- Activity:
Every line of the entries below from the one containing "ring mcp: (55, 371)" to the one containing "pinky pip: (396, 339)", both ends included, must be written out exactly. No other line belongs in the answer.

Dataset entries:
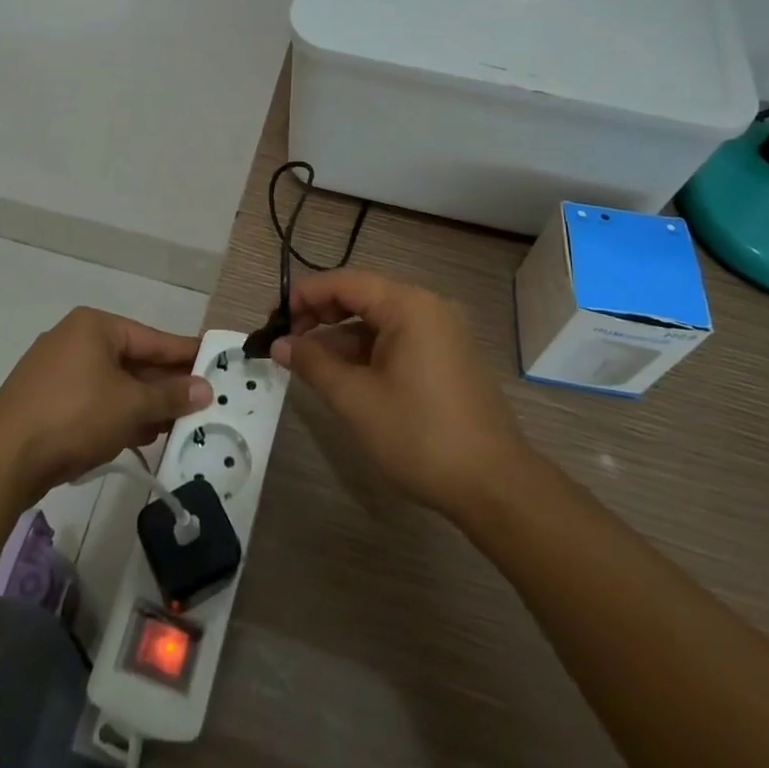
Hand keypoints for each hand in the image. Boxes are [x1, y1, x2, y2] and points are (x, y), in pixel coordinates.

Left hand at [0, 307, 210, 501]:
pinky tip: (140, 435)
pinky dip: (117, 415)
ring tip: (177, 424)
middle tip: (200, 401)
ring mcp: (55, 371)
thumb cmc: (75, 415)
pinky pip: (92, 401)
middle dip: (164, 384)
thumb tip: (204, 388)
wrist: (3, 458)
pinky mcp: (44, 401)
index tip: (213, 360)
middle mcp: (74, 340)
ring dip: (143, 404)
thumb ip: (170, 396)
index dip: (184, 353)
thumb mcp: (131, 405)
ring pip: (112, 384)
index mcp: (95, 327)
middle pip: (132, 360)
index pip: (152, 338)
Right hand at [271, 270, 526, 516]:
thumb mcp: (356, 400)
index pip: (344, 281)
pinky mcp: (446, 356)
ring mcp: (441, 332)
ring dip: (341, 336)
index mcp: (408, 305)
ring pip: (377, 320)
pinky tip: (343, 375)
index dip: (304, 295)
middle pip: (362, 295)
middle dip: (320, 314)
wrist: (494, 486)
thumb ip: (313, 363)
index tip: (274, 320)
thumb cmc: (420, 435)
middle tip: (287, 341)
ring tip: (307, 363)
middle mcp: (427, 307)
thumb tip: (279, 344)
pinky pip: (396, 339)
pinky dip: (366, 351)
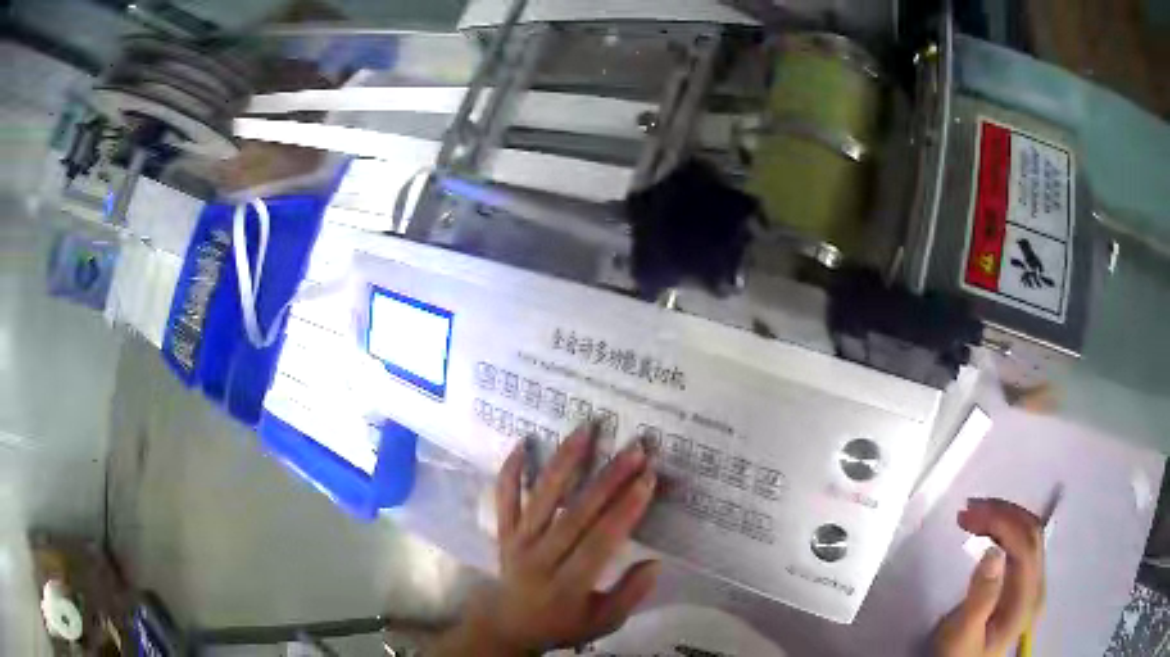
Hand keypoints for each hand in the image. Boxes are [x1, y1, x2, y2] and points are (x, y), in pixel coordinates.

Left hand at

...

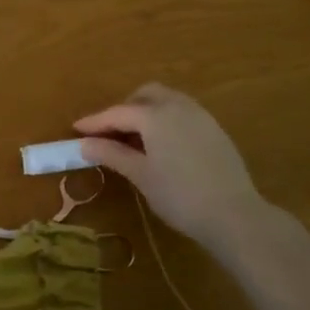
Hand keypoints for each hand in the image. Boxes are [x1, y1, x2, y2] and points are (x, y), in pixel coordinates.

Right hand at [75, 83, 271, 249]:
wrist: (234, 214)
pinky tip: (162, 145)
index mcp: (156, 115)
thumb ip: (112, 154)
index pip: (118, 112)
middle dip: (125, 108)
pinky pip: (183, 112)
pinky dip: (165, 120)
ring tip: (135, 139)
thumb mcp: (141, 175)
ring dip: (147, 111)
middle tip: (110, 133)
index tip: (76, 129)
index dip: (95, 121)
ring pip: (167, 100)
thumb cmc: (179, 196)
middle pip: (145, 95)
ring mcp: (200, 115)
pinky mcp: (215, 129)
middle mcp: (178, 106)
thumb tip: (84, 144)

- Written answer:
ring mcp: (55, 371)
thumb cmc: (75, 415)
pinky pip: (92, 401)
middle dip: (164, 384)
thumb tip: (204, 388)
wrist: (3, 458)
pinky mcp: (44, 401)
index tip: (213, 360)
middle mcp: (74, 340)
ring dip: (143, 404)
thumb ip: (170, 396)
index dip: (184, 353)
thumb mcp: (131, 405)
ring pip: (112, 384)
index mcp: (95, 327)
middle pip: (132, 360)
index pip: (152, 338)
Right hand at [271, 270, 526, 516]:
thumb mcp: (356, 400)
index pip: (344, 281)
pinky mcp: (446, 356)
ring mcp: (441, 332)
ring dip: (341, 336)
index mcp: (408, 305)
ring pip: (377, 320)
pinky tip: (343, 375)
index dip: (304, 295)
middle pip: (362, 295)
middle dip: (320, 314)
wrist: (494, 486)
thumb ip: (313, 363)
index tip: (274, 320)
thumb cmc: (420, 435)
middle tip: (287, 341)
ring tip: (307, 363)
middle mcp: (427, 307)
thumb tip: (279, 344)
pinky pip: (396, 339)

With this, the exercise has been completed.